EXERCISE DIRECTIONS =>
Each record below should be output verbatim, without pictures.

DATA RECORDS =>
──────────

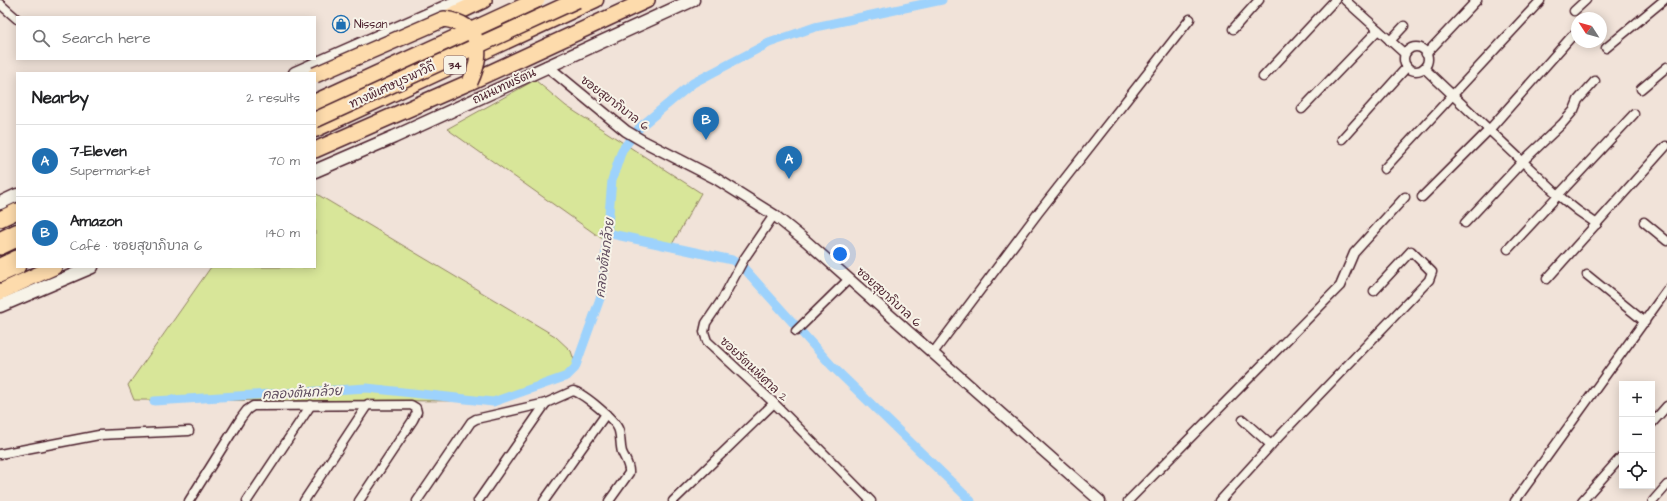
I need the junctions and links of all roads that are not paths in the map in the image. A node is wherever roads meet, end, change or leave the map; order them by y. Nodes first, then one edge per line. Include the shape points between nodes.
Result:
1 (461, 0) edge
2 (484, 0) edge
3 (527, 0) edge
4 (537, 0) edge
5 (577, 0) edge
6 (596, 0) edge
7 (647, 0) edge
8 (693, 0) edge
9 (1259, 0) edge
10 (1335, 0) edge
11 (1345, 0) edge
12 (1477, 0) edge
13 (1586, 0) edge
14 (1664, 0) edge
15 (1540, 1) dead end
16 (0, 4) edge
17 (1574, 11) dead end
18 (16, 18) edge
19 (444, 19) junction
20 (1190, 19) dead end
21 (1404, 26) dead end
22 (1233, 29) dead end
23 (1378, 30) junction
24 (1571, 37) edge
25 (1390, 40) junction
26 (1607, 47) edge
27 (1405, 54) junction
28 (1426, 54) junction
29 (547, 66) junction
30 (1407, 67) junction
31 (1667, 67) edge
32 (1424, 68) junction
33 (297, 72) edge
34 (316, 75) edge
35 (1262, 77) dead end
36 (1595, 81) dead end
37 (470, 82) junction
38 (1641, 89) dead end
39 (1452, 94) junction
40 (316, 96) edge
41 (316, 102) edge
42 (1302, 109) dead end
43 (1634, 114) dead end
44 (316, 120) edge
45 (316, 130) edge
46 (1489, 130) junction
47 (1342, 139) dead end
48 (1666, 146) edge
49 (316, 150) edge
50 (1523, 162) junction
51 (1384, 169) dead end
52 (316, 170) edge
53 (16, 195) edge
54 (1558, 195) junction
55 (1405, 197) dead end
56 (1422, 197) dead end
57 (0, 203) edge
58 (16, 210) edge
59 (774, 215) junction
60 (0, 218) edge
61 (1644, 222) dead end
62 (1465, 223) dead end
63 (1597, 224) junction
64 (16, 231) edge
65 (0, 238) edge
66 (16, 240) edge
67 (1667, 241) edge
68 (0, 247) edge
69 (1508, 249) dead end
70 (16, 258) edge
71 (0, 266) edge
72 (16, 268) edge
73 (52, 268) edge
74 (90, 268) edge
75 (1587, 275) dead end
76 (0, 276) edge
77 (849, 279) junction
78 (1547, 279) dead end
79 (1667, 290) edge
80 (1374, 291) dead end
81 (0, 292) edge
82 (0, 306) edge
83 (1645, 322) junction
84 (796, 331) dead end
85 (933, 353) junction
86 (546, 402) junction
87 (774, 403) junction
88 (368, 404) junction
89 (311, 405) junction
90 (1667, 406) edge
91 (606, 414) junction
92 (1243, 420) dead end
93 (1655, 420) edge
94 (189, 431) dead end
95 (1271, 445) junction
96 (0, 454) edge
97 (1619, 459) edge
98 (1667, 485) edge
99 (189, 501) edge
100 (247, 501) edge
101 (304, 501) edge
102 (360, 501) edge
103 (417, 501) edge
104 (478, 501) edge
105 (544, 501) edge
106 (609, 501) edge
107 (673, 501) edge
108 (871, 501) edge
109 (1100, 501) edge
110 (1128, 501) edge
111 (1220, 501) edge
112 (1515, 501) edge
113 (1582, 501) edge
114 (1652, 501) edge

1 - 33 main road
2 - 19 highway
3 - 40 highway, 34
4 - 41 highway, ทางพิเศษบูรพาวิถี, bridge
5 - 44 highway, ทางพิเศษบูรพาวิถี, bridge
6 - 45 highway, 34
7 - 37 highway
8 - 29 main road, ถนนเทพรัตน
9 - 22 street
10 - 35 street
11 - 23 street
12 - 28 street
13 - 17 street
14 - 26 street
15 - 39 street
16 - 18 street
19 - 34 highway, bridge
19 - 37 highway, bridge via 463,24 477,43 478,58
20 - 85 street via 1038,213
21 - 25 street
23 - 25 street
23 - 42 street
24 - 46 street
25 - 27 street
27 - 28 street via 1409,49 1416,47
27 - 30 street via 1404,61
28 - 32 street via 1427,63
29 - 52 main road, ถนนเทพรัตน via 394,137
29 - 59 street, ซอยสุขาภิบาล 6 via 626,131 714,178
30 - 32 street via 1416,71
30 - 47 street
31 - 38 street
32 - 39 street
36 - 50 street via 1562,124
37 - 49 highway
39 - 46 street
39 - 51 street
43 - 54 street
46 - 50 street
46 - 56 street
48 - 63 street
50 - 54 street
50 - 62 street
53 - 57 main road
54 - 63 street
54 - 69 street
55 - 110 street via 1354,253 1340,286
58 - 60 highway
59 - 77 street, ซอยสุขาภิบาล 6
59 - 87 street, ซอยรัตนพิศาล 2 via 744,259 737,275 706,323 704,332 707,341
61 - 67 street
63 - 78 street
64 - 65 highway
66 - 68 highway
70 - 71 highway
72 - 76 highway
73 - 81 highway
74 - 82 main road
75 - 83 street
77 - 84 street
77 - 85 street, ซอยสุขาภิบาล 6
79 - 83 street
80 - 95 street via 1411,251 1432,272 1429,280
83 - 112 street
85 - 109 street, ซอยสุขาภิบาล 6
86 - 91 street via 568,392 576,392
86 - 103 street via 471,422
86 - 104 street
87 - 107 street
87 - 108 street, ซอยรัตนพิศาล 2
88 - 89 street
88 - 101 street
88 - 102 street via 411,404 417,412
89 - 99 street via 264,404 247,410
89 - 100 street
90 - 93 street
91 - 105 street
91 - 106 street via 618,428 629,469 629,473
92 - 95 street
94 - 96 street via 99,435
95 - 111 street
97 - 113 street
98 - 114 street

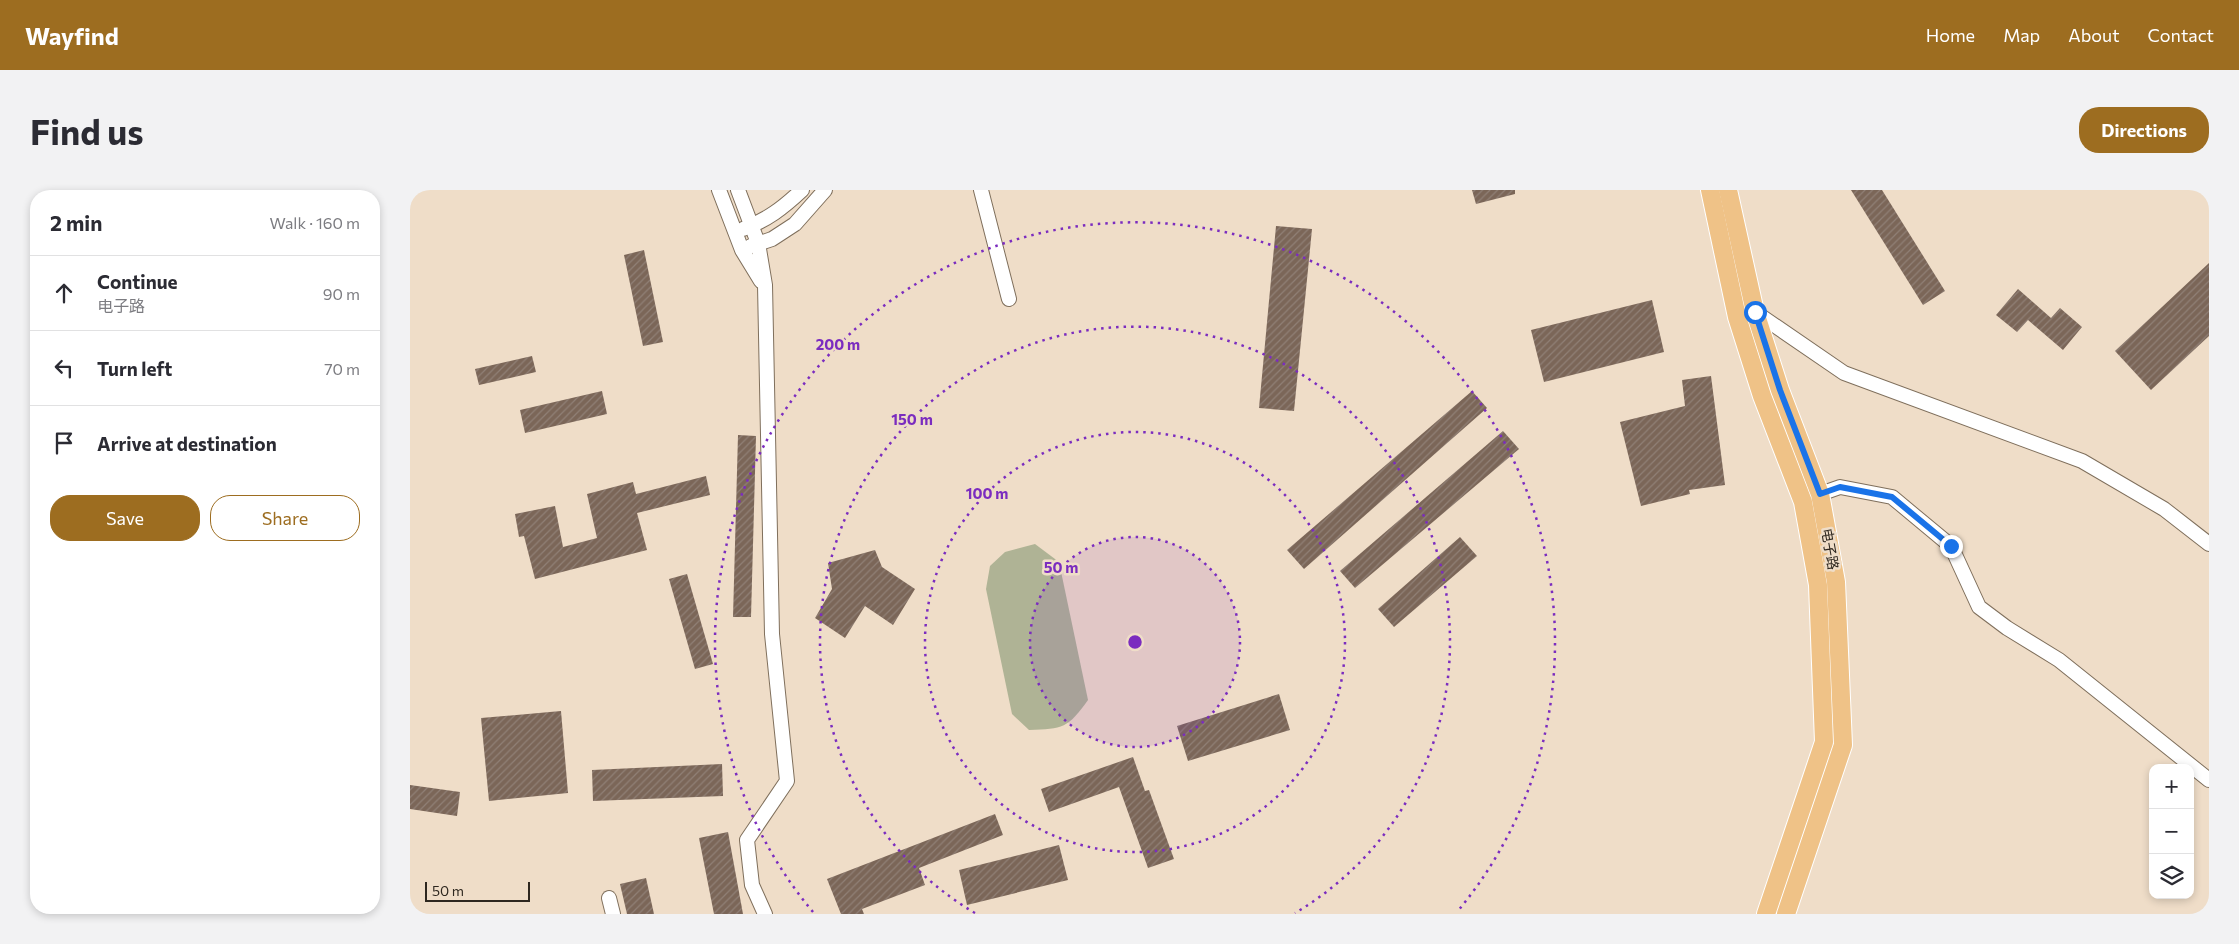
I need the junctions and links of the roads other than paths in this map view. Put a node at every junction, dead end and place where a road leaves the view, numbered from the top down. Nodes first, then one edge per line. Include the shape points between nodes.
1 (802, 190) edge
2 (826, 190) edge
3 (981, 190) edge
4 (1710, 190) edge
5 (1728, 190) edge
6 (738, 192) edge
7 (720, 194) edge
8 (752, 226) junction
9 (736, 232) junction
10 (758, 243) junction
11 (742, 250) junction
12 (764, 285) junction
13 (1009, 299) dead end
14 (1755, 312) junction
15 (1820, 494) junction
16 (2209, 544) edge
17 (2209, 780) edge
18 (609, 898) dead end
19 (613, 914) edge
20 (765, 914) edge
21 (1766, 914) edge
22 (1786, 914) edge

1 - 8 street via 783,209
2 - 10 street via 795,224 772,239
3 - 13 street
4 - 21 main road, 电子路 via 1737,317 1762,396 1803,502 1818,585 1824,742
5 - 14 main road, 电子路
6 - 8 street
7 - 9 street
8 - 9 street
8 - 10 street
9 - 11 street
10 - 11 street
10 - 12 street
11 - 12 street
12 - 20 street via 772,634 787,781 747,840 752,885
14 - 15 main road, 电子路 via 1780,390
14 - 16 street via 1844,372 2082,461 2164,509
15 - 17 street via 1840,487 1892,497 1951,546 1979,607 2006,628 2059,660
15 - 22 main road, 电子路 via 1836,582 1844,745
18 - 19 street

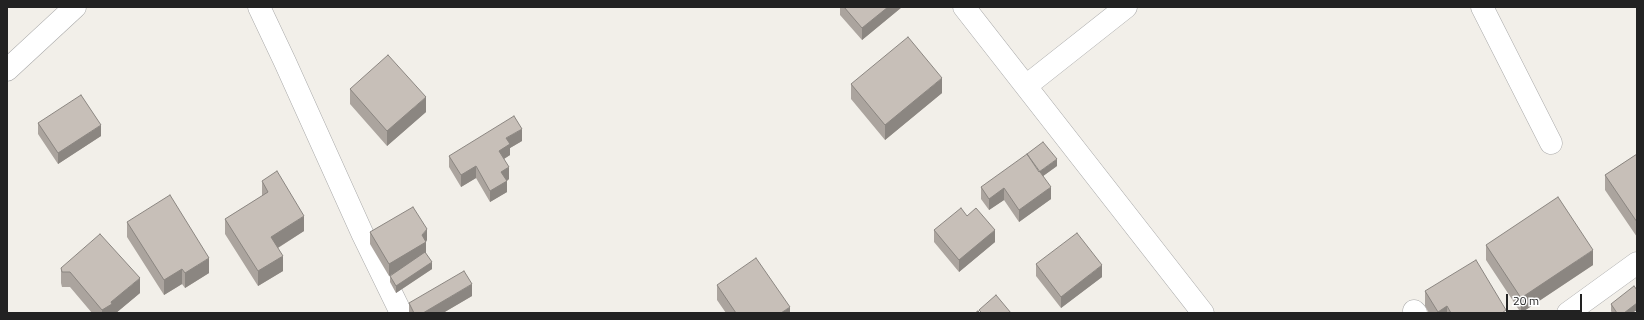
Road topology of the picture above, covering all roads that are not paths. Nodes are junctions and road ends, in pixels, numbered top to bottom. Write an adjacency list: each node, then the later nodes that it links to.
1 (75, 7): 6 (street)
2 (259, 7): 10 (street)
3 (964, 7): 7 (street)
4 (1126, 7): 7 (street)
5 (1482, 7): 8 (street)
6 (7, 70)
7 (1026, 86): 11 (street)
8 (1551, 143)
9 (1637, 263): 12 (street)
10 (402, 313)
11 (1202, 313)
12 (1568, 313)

──────────

RESULT FOR THIS TASK =>
I need the junctions and links of all roads that are not paths in the map in the image. A node is wherever roads meet, end, change or leave the map; order them by y. Nodes first, then one edge per line. Include the shape points between nodes.
Result:
1 (461, 0) edge
2 (484, 0) edge
3 (527, 0) edge
4 (537, 0) edge
5 (577, 0) edge
6 (596, 0) edge
7 (647, 0) edge
8 (693, 0) edge
9 (1259, 0) edge
10 (1335, 0) edge
11 (1345, 0) edge
12 (1477, 0) edge
13 (1586, 0) edge
14 (1664, 0) edge
15 (1540, 1) dead end
16 (0, 4) edge
17 (1574, 11) dead end
18 (16, 18) edge
19 (444, 19) junction
20 (1190, 19) dead end
21 (1404, 26) dead end
22 (1233, 29) dead end
23 (1378, 30) junction
24 (1571, 37) edge
25 (1390, 40) junction
26 (1607, 47) edge
27 (1405, 54) junction
28 (1426, 54) junction
29 (547, 66) junction
30 (1407, 67) junction
31 (1667, 67) edge
32 (1424, 68) junction
33 (297, 72) edge
34 (316, 75) edge
35 (1262, 77) dead end
36 (1595, 81) dead end
37 (470, 82) junction
38 (1641, 89) dead end
39 (1452, 94) junction
40 (316, 96) edge
41 (316, 102) edge
42 (1302, 109) dead end
43 (1634, 114) dead end
44 (316, 120) edge
45 (316, 130) edge
46 (1489, 130) junction
47 (1342, 139) dead end
48 (1666, 146) edge
49 (316, 150) edge
50 (1523, 162) junction
51 (1384, 169) dead end
52 (316, 170) edge
53 (16, 195) edge
54 (1558, 195) junction
55 (1405, 197) dead end
56 (1422, 197) dead end
57 (0, 203) edge
58 (16, 210) edge
59 (774, 215) junction
60 (0, 218) edge
61 (1644, 222) dead end
62 (1465, 223) dead end
63 (1597, 224) junction
64 (16, 231) edge
65 (0, 238) edge
66 (16, 240) edge
67 (1667, 241) edge
68 (0, 247) edge
69 (1508, 249) dead end
70 (16, 258) edge
71 (0, 266) edge
72 (16, 268) edge
73 (52, 268) edge
74 (90, 268) edge
75 (1587, 275) dead end
76 (0, 276) edge
77 (849, 279) junction
78 (1547, 279) dead end
79 (1667, 290) edge
80 (1374, 291) dead end
81 (0, 292) edge
82 (0, 306) edge
83 (1645, 322) junction
84 (796, 331) dead end
85 (933, 353) junction
86 (546, 402) junction
87 (774, 403) junction
88 (368, 404) junction
89 (311, 405) junction
90 (1667, 406) edge
91 (606, 414) junction
92 (1243, 420) dead end
93 (1655, 420) edge
94 (189, 431) dead end
95 (1271, 445) junction
96 (0, 454) edge
97 (1619, 459) edge
98 (1667, 485) edge
99 (189, 501) edge
100 (247, 501) edge
101 (304, 501) edge
102 (360, 501) edge
103 (417, 501) edge
104 (478, 501) edge
105 (544, 501) edge
106 (609, 501) edge
107 (673, 501) edge
108 (871, 501) edge
109 (1100, 501) edge
110 (1128, 501) edge
111 (1220, 501) edge
112 (1515, 501) edge
113 (1582, 501) edge
114 (1652, 501) edge

1 - 33 main road
2 - 19 highway
3 - 40 highway, 34
4 - 41 highway, ทางพิเศษบูรพาวิถี, bridge
5 - 44 highway, ทางพิเศษบูรพาวิถี, bridge
6 - 45 highway, 34
7 - 37 highway
8 - 29 main road, ถนนเทพรัตน
9 - 22 street
10 - 35 street
11 - 23 street
12 - 28 street
13 - 17 street
14 - 26 street
15 - 39 street
16 - 18 street
19 - 34 highway, bridge
19 - 37 highway, bridge via 463,24 477,43 478,58
20 - 85 street via 1038,213
21 - 25 street
23 - 25 street
23 - 42 street
24 - 46 street
25 - 27 street
27 - 28 street via 1409,49 1416,47
27 - 30 street via 1404,61
28 - 32 street via 1427,63
29 - 52 main road, ถนนเทพรัตน via 394,137
29 - 59 street, ซอยสุขาภิบาล 6 via 626,131 714,178
30 - 32 street via 1416,71
30 - 47 street
31 - 38 street
32 - 39 street
36 - 50 street via 1562,124
37 - 49 highway
39 - 46 street
39 - 51 street
43 - 54 street
46 - 50 street
46 - 56 street
48 - 63 street
50 - 54 street
50 - 62 street
53 - 57 main road
54 - 63 street
54 - 69 street
55 - 110 street via 1354,253 1340,286
58 - 60 highway
59 - 77 street, ซอยสุขาภิบาล 6
59 - 87 street, ซอยรัตนพิศาล 2 via 744,259 737,275 706,323 704,332 707,341
61 - 67 street
63 - 78 street
64 - 65 highway
66 - 68 highway
70 - 71 highway
72 - 76 highway
73 - 81 highway
74 - 82 main road
75 - 83 street
77 - 84 street
77 - 85 street, ซอยสุขาภิบาล 6
79 - 83 street
80 - 95 street via 1411,251 1432,272 1429,280
83 - 112 street
85 - 109 street, ซอยสุขาภิบาล 6
86 - 91 street via 568,392 576,392
86 - 103 street via 471,422
86 - 104 street
87 - 107 street
87 - 108 street, ซอยรัตนพิศาล 2
88 - 89 street
88 - 101 street
88 - 102 street via 411,404 417,412
89 - 99 street via 264,404 247,410
89 - 100 street
90 - 93 street
91 - 105 street
91 - 106 street via 618,428 629,469 629,473
92 - 95 street
94 - 96 street via 99,435
95 - 111 street
97 - 113 street
98 - 114 street

I need the junctions and links of the roads other than paths in this map view. Put a node at every junction, dead end and place where a road leaves the view, numbered from the top down. Nodes first, then one edge per line. Include the shape points between nodes.
1 (802, 190) edge
2 (826, 190) edge
3 (981, 190) edge
4 (1710, 190) edge
5 (1728, 190) edge
6 (738, 192) edge
7 (720, 194) edge
8 (752, 226) junction
9 (736, 232) junction
10 (758, 243) junction
11 (742, 250) junction
12 (764, 285) junction
13 (1009, 299) dead end
14 (1755, 312) junction
15 (1820, 494) junction
16 (2209, 544) edge
17 (2209, 780) edge
18 (609, 898) dead end
19 (613, 914) edge
20 (765, 914) edge
21 (1766, 914) edge
22 (1786, 914) edge

1 - 8 street via 783,209
2 - 10 street via 795,224 772,239
3 - 13 street
4 - 21 main road, 电子路 via 1737,317 1762,396 1803,502 1818,585 1824,742
5 - 14 main road, 电子路
6 - 8 street
7 - 9 street
8 - 9 street
8 - 10 street
9 - 11 street
10 - 11 street
10 - 12 street
11 - 12 street
12 - 20 street via 772,634 787,781 747,840 752,885
14 - 15 main road, 电子路 via 1780,390
14 - 16 street via 1844,372 2082,461 2164,509
15 - 17 street via 1840,487 1892,497 1951,546 1979,607 2006,628 2059,660
15 - 22 main road, 电子路 via 1836,582 1844,745
18 - 19 street

Road topology of the picture above, covering all roads that are not paths. Nodes are junctions and road ends, in pixels, numbered top to bottom. Write an adjacency list: each node, then the later nodes that it links to.
1 (75, 7): 6 (street)
2 (259, 7): 10 (street)
3 (964, 7): 7 (street)
4 (1126, 7): 7 (street)
5 (1482, 7): 8 (street)
6 (7, 70)
7 (1026, 86): 11 (street)
8 (1551, 143)
9 (1637, 263): 12 (street)
10 (402, 313)
11 (1202, 313)
12 (1568, 313)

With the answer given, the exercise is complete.